**Source data**.
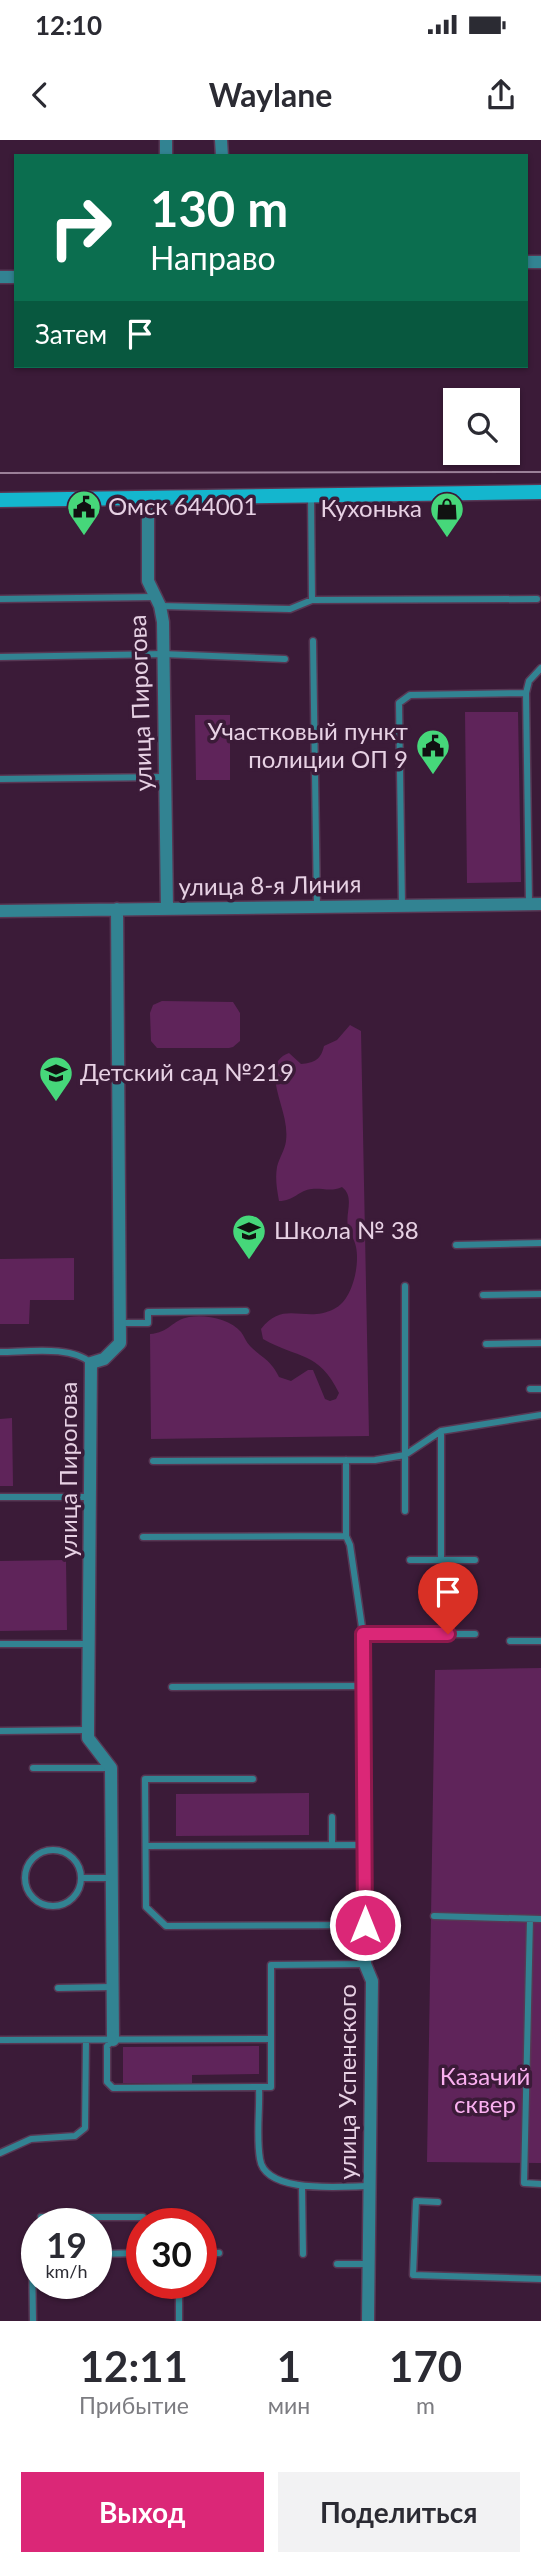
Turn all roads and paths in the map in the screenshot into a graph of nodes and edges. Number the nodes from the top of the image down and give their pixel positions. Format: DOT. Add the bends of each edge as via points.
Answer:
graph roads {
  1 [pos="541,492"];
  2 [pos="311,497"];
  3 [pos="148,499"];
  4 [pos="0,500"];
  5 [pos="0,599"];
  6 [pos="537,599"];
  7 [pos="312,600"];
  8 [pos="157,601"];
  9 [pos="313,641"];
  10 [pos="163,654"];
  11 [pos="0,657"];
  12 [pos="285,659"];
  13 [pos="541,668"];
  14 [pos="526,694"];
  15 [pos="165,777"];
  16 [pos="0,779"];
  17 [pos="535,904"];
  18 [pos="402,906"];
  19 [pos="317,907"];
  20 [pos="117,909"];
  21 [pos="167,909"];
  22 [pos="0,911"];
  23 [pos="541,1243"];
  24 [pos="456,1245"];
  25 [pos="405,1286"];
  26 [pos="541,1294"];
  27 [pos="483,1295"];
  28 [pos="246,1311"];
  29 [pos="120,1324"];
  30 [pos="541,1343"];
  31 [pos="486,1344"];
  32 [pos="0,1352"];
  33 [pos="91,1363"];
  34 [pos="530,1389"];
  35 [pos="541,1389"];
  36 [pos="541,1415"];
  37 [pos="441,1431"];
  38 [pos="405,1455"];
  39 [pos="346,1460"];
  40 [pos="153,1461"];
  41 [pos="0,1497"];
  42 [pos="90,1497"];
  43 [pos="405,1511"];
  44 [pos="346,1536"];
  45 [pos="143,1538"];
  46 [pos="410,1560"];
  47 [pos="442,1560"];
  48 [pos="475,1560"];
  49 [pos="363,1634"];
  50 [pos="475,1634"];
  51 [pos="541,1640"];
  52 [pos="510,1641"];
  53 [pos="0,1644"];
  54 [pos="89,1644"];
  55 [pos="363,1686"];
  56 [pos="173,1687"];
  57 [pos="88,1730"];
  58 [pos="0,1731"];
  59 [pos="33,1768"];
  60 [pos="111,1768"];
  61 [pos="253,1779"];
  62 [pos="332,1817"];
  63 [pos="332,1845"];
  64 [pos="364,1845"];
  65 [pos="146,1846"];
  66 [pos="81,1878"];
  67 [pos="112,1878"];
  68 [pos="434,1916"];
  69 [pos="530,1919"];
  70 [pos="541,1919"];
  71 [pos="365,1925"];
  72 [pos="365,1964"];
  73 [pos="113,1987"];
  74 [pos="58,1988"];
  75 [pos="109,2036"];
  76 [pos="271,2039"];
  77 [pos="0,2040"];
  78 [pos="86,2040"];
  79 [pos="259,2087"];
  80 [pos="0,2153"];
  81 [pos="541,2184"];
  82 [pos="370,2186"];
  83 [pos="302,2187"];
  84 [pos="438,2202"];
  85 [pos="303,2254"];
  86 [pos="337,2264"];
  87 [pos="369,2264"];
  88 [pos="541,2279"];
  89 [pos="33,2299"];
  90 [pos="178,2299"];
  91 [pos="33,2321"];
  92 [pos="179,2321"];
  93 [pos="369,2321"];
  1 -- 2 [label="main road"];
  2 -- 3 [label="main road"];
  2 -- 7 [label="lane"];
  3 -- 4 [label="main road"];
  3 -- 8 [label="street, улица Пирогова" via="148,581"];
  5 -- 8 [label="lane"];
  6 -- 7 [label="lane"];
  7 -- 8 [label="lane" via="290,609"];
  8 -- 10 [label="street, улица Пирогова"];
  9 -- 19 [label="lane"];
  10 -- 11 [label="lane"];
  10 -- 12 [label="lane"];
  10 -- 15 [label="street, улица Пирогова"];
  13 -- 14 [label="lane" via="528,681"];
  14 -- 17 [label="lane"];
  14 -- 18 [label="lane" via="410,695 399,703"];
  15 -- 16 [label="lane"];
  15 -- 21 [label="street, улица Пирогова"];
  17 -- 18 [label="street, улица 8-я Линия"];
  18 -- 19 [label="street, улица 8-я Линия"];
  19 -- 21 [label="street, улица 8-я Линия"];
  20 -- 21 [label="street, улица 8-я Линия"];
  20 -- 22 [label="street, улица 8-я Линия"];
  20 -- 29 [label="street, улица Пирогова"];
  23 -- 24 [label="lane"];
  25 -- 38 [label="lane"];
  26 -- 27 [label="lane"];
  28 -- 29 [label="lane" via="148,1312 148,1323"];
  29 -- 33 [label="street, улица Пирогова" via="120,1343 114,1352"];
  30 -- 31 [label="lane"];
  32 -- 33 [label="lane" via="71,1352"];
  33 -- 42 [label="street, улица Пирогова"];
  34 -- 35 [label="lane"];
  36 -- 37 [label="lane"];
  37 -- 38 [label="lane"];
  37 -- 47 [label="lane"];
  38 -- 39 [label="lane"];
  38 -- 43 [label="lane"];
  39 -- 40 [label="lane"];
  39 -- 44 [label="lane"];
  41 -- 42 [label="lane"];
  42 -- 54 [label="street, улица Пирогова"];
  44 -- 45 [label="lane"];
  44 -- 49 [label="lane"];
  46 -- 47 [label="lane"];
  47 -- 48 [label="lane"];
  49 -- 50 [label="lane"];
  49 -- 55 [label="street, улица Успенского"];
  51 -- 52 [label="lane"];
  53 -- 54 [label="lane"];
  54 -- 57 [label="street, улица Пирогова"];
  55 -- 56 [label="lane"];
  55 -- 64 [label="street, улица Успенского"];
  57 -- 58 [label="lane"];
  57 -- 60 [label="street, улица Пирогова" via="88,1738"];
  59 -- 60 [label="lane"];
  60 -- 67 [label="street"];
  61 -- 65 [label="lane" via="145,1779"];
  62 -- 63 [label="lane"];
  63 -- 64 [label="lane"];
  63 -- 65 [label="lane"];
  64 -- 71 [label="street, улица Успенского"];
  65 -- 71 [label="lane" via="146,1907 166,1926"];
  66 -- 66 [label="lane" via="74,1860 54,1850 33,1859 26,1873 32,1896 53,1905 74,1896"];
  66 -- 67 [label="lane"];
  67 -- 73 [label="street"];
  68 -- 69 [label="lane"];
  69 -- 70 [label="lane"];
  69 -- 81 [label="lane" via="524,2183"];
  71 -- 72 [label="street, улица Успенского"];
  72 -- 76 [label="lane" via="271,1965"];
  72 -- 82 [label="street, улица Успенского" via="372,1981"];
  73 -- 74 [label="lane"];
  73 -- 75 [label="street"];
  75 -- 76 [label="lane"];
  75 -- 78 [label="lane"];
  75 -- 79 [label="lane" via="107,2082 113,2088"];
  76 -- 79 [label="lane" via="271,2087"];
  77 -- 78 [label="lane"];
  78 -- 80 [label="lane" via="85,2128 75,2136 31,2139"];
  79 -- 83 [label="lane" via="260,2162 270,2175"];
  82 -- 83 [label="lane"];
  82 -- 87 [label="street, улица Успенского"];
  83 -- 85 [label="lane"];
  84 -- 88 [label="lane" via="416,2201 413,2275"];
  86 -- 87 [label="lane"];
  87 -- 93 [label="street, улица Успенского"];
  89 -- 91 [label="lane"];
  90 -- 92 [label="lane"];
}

**Work item**. Show me each line of the listing above with "graph" in it.

**Reply to the exercise**.
Turn all roads and paths in the map in the screenshot into a graph of nodes and edges. Number the nodes from the top of the image down and give their pixel positions. Format: DOT. Add the bends of each edge as via points.
graph roads {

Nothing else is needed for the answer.